Start of Block
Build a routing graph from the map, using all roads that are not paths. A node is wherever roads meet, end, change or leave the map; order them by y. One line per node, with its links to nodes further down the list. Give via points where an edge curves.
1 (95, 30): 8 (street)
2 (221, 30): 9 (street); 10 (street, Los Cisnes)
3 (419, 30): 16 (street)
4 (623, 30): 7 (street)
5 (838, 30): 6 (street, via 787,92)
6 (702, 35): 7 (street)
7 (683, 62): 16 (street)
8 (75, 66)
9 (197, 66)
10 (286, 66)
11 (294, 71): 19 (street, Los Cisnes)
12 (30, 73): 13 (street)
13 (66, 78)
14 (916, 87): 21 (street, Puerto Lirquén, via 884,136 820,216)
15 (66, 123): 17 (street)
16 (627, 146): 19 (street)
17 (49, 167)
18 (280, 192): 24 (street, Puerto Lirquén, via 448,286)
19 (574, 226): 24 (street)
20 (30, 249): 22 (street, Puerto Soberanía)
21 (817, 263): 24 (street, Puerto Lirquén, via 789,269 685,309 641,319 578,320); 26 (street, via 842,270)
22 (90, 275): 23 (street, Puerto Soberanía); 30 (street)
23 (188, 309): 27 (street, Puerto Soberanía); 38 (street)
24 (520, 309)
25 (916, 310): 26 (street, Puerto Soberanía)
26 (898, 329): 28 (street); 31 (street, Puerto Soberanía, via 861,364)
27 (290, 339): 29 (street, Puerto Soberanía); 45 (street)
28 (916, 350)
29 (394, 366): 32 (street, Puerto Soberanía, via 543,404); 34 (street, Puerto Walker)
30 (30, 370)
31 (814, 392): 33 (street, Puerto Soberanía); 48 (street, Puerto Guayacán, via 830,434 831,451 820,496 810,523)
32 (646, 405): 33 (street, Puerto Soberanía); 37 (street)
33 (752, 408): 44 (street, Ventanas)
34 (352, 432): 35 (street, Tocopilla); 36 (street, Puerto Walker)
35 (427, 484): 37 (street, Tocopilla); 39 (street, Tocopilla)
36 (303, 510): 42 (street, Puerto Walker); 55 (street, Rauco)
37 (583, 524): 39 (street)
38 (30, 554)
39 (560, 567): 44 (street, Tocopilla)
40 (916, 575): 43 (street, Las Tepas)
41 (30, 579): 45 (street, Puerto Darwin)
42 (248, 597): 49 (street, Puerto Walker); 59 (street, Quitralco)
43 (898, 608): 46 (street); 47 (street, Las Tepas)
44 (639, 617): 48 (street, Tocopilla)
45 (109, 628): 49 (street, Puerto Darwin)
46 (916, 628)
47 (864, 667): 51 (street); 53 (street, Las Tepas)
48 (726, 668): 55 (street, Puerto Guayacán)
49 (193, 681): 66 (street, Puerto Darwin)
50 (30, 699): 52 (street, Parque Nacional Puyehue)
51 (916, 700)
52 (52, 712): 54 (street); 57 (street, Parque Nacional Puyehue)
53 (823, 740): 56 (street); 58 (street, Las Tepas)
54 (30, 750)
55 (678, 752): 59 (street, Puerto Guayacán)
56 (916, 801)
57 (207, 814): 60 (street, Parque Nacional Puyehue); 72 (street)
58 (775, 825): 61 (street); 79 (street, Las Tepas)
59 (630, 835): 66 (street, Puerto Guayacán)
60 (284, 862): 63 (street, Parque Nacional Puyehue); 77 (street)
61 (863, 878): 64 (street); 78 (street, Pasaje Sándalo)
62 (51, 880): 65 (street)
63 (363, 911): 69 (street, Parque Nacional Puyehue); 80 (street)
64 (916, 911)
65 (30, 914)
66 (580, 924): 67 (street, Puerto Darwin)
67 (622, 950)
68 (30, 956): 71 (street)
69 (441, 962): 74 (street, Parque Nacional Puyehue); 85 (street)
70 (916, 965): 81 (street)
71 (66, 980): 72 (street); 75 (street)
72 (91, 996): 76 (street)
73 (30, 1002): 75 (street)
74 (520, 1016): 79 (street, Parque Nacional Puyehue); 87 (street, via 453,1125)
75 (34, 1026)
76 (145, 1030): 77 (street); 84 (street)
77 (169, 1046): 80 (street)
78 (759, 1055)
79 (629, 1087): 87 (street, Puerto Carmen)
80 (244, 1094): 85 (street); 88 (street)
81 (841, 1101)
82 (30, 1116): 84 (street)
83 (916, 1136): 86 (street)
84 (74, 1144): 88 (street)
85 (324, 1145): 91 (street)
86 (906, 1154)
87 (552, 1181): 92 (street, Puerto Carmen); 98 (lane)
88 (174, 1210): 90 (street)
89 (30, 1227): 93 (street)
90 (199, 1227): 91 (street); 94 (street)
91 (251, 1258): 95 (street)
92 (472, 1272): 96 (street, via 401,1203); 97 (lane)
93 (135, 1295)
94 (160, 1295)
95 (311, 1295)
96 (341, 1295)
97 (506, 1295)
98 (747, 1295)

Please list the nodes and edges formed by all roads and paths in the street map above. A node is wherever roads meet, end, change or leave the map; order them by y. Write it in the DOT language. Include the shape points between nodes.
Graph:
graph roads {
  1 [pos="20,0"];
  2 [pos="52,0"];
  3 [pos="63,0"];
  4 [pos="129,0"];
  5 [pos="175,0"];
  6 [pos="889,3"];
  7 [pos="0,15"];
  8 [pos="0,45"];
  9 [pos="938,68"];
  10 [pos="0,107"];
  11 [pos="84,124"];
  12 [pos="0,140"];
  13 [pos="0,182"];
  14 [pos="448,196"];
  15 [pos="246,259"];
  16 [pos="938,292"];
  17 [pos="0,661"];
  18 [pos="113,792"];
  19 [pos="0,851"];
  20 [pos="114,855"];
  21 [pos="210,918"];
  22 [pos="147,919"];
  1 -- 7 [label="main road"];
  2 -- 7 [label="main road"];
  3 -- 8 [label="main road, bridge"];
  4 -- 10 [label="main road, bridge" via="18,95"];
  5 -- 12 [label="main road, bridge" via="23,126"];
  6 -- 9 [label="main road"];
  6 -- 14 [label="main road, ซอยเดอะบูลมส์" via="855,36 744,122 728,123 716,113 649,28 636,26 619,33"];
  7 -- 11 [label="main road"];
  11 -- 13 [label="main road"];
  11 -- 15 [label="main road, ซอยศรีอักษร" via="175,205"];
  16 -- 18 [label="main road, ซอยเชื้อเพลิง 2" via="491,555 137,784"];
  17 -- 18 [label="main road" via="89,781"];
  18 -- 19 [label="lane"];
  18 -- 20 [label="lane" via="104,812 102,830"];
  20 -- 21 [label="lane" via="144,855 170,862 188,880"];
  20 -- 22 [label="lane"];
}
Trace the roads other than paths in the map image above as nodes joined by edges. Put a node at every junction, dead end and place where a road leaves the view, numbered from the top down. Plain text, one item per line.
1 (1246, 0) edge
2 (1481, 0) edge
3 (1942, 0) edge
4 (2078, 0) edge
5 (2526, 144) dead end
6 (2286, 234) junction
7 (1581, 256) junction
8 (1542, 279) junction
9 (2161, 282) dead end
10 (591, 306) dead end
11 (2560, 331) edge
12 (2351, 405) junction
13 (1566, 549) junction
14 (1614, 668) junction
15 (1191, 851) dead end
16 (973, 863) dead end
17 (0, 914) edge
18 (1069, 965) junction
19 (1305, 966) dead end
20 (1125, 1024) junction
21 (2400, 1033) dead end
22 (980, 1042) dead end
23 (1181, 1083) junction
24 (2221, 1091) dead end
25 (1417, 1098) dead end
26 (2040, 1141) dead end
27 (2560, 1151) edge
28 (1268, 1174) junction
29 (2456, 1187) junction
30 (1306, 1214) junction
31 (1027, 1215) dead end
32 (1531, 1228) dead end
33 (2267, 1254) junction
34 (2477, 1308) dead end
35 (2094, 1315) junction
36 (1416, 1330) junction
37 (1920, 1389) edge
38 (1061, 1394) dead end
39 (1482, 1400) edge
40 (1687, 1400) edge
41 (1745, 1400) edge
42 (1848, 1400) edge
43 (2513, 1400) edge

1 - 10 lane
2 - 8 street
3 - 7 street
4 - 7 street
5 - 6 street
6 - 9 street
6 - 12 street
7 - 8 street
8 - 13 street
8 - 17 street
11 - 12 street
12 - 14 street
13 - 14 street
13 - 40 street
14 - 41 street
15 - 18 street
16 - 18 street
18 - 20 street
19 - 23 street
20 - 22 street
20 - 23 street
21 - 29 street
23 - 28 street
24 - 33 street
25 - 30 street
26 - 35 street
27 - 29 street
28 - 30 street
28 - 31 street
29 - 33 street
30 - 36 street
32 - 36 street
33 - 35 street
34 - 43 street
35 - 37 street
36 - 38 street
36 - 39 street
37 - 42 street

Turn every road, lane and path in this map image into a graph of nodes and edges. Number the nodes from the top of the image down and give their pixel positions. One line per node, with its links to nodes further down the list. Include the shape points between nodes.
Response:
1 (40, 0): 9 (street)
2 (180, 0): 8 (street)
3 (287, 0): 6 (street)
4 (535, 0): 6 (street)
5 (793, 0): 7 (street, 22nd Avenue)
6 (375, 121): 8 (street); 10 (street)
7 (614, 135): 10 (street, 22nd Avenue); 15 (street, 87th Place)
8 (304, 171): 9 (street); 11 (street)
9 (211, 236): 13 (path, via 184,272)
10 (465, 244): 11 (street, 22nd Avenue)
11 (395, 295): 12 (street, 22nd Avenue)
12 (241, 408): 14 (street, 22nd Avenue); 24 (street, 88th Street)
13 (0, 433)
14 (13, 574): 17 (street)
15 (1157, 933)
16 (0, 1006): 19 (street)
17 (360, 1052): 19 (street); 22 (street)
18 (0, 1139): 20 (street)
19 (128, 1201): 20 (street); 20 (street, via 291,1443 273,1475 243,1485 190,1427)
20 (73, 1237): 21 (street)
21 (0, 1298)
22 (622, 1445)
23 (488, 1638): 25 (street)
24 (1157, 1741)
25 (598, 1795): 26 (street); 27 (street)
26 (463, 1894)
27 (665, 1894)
End of Block
EXERCISE INSTRUCTIONS: Some of the data mentions "bridge". Copy every line where it does.

REPLY TO THE TASK:
  3 -- 8 [label="main road, bridge"];
  4 -- 10 [label="main road, bridge" via="18,95"];
  5 -- 12 [label="main road, bridge" via="23,126"];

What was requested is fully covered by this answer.